Dustin in need of fresh foil as Darcy deserts `The Den'


Ray Darcy emerges from RTE's tiny Studio 8 and takes a drink from the water dispenser. Two young girls, Nora and Karen, are waiting to compete in something called the Furry Blue Telly Quiz. Darcy chats to them before they go live on air. He takes sips from his plastic cup and grins an infectious schoolboy grin. "I'm just going to talk to you about stuff like your hobbies, music, boyfriends . . ." he says but gets no further before Nora interrupts.

"Er, Ray, my sister fancies ya" she giggles.

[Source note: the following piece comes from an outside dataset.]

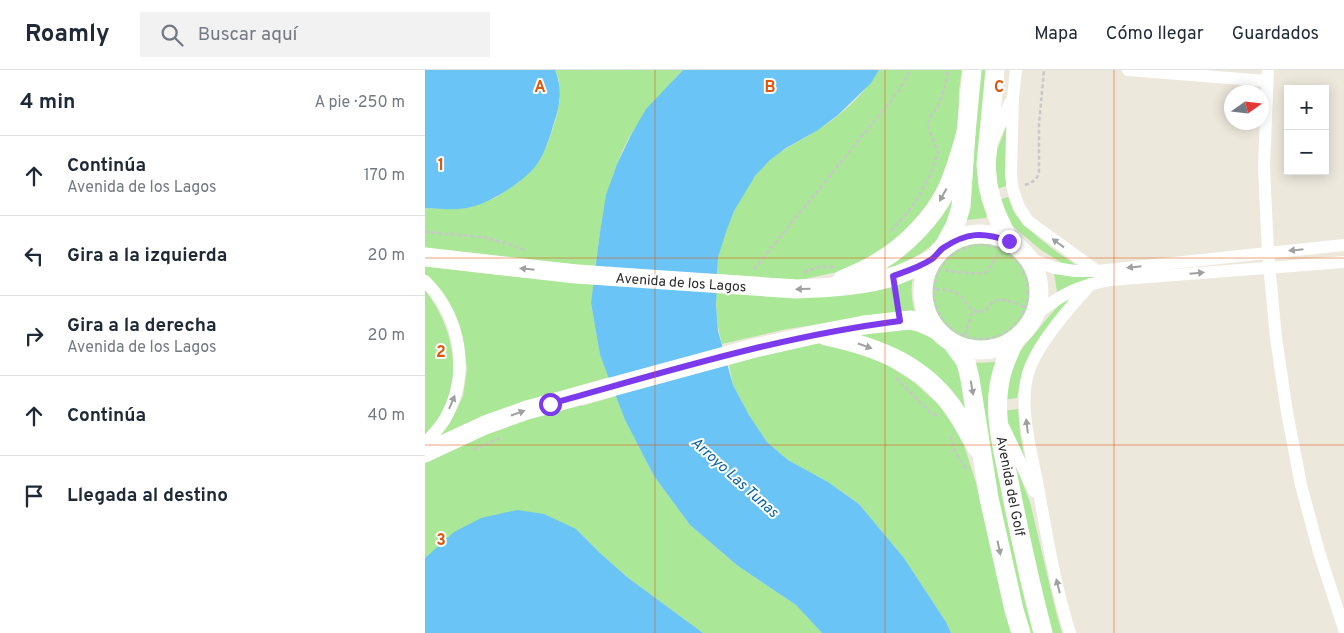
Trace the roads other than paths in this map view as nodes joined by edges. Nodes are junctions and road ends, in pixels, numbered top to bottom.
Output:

"What age is she?" asks Ray.

"Um," says Nora, "She's 12."

Perhaps it won't have quite the same devastating effect as Ronan's Keating's recent marriage or the breakup of Take That, but next Friday is Ray Darcy's last day in The Den, and that is not good news for the nation's smitten 12-year-olds.

For the past eight years he has played straight man to a turkey called Dustin, been "mammy Ray" to a sock monster and been attacked at regular intervals by an inanimate teddy bear. They think it's all over, as Dustin is fond of musing. It is now.

Darcy has taken so much abuse from Dustin (part-time politician and sometime pop star) that wherever else he ends up he knows he can always form a support group for exhosts of The Den.

"Seriously, I think I am going to be emotionally and psychologically scarred in later years," he says.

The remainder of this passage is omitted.